L’esperienza degli “Extraliscio” e le radici di Secondo Casadei
Di recente, è stato pubblicato “Extraliscio. Una storia punk ai confini della balera” (La nave di Teseo, ottobre 2021), con introduzione di Ermanno Cavazzoni. È un testo che fa riflettere. Gli autori sono Mauro Ferrara (1948) - verosimilmente, il più noto cantante di “liscio” -, Moreno Conficconi (1958) - clarinettista, figura di spicco dell’orchestra di Roul Casadei -, Mirco Mariani (1969), contrabbassista, con significative esperienze come batterista jazz. Ha collaborato a lungo con Enrico Rava e Vinicio Capossela. È inoltre cantante e sperimentatore discografico. Da alcuni anni, opera con spirito libero per rinnovare la tradizione musicale, utilizzando anche un’originale strumentazione elettro-acustica ed elettronica.

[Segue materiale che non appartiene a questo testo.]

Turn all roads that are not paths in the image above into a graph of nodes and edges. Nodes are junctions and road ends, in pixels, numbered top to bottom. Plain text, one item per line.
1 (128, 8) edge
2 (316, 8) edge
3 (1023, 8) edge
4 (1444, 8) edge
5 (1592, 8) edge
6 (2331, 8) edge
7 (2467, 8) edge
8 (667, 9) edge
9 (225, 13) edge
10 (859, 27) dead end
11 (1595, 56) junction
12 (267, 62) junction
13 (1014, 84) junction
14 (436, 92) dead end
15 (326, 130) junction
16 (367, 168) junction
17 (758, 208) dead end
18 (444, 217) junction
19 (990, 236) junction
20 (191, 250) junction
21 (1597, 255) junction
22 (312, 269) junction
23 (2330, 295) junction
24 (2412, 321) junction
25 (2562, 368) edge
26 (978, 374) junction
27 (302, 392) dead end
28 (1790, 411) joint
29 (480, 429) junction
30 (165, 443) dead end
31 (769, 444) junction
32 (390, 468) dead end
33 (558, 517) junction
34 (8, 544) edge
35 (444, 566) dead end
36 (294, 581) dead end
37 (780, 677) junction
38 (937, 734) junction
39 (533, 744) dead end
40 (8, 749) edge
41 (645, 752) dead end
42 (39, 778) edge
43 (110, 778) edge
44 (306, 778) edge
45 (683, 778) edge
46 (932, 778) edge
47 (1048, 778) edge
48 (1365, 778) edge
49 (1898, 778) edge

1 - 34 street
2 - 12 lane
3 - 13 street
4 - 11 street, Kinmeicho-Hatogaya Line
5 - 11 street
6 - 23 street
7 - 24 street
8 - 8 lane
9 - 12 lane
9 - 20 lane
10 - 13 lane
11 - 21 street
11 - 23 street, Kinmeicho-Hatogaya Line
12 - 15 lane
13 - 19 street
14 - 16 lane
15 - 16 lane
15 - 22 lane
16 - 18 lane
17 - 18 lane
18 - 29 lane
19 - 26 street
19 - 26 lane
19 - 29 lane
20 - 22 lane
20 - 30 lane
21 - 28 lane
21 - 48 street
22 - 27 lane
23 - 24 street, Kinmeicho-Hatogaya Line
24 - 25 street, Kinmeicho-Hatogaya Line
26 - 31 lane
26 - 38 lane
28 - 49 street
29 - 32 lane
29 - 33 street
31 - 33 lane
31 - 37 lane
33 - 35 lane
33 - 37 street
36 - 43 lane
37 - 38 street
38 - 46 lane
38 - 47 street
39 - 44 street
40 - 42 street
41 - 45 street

In modo assai diretto (senza fronzoli linguistici), i tre autori hanno raccontato della loro esperienza umana e musicale, permettendo anche al lettore profano di cogliere lo spirito profondo delle orchestre romagnole e i motivi di apprezzamento da parte di tanta gente comune, nonostante i pregiudizi e gli stereotipi che, nei decenni, si erano venuti a sedimentare. Unendo forze e conoscenze, i tre musicisti sono impegnati a esplorare nuove strade espressive. Di recente, hanno ricevuto l’attenzione di Elisabetta Sgarbi in veste di regista e di produttore. Il loro sound non è definito, ma il campo d’azione e di ricerca è esteso e ricco di feconde novità. Nel capitolo “In missione per conto del liscio nei mondi inesplorati del suono”, Mariani ha chiarito che «Extraliscio è l’unico progetto musicale italiano che non poteva uscire dalla testa di un musicista. Perché, per il musicista italiano tipo, mettere musica e liscio nella stessa frase è quasi una bestemmia. L’idea di Extraliscio doveva venire da fuori, un fuori non troppo distante. Infatti viene da Riccarda Casadei, figlia di Secondo, cugina di Roul. Extraliscio non è un progetto musicale è un’esperienza di vita (…)».
L’avventura degli “Extraliscio” permette di ricongiungerci alle radici musicali di Secondo Casadei, al quale abbiamo dedicato la nostra “Vision”. Uomo che visse i drammi prodotti dai due conflitti mondiali e che, con tenacia, seppe valorizzare, a suo modo, l’identità di un popolo, avendo a cuore l’unità e la coesione delle comunità con le quali entrava in contatto. Con umanità, seppe dare integrità, visibilità, dignità e gioia alla sua gente. Con il suo agire, ricordò a intere generazioni che, solo piantando buoni semi e curandoli con la giusta attenzione, si potrà raccogliere abbondanti frutti. Commemorarlo con stima, ci è sembrato anche un modo per rammentare, a quanti hanno a cuore la promozione delle tradizioni popolari, l’importanza di orientarsi verso il futuro criticamente, tenendo ben presente le lezioni provenienti dal “passato”, pur avendo chiaro che, tra corsi e ricorsi della storia, «nec, quae praeteriit, iterum revocabitur unda, nec, quae praeteriit, hora redire potest». La Musica, tuttavia, continuerà a essere un bene dalle infinite risorse al servizio dell’umanità, con saggezza utilizzabile anche per rafforzare i concetti di conoscenza e coscienza storica, partendo dalle proprie radici culturali, grazie alle quali, secondo benefici principi di unicità e alterità, è possibile ravvivare le tradizioni locali e prospettare un proficuo e collaborativo incontro tra le diverse civiltà musicali nel mondo.